*** RECORDS FOR THE EXERCISE

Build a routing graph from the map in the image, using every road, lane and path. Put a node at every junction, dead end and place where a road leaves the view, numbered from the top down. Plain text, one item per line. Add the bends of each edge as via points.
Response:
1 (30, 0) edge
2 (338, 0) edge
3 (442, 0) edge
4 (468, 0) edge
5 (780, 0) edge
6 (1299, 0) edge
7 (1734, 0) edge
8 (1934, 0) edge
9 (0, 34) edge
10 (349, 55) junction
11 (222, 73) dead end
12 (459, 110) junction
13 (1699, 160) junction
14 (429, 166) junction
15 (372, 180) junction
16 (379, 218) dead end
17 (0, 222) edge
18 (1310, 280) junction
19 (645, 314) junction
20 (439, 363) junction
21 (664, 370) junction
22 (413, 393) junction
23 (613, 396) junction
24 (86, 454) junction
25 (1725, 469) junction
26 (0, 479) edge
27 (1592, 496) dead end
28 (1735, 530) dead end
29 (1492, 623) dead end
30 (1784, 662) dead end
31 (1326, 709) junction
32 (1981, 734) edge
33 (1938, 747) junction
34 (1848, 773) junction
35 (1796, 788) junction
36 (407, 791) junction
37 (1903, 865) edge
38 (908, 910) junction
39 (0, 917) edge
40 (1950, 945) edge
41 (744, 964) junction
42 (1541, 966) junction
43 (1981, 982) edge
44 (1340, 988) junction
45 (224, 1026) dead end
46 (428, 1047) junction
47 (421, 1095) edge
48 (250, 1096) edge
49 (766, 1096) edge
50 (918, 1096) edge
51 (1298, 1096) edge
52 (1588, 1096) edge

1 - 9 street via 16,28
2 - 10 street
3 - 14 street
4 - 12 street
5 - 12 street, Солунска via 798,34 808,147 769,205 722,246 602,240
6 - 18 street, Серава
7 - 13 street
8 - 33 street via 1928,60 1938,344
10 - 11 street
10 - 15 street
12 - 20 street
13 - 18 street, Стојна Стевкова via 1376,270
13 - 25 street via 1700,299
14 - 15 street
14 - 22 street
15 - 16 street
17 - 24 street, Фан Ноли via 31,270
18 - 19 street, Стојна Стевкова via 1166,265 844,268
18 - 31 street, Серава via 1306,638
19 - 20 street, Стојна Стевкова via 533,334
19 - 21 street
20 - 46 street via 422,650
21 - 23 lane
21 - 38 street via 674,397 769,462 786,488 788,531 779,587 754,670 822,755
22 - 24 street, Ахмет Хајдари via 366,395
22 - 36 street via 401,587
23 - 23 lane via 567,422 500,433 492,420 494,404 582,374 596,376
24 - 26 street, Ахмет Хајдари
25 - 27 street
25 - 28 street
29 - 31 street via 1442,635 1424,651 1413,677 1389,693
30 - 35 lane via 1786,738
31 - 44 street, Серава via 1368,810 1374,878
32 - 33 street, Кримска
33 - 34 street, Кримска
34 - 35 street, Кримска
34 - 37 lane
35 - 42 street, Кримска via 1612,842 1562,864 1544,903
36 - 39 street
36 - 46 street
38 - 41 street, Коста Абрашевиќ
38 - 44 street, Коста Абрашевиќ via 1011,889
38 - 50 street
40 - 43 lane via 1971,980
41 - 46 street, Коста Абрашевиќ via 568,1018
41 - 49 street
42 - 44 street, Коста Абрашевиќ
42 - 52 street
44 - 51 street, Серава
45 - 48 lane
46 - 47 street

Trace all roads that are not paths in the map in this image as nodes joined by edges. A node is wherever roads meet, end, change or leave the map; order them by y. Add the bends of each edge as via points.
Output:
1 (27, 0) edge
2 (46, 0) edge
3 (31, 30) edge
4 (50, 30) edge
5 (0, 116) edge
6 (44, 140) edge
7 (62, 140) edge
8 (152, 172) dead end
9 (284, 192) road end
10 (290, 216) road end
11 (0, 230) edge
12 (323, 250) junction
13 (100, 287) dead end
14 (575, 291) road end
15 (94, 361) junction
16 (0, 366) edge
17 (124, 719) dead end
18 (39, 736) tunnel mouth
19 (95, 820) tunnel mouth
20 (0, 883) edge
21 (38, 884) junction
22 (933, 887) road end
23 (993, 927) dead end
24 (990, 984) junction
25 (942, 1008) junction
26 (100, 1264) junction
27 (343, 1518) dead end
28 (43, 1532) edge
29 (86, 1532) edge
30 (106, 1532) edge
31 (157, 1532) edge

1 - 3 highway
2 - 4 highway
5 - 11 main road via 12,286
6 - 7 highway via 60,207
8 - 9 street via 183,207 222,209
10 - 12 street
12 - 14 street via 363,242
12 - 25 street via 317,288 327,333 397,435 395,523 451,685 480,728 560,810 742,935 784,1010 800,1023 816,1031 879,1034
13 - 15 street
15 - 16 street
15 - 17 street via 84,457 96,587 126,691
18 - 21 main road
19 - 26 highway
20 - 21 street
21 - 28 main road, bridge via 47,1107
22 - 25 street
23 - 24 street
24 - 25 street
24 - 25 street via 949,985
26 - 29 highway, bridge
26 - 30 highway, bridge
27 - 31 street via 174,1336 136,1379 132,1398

******

Give the number of lines in the listing that hold the word "Коста", with no other words.

§ RESPONSE FOR THIS EXERCISE
4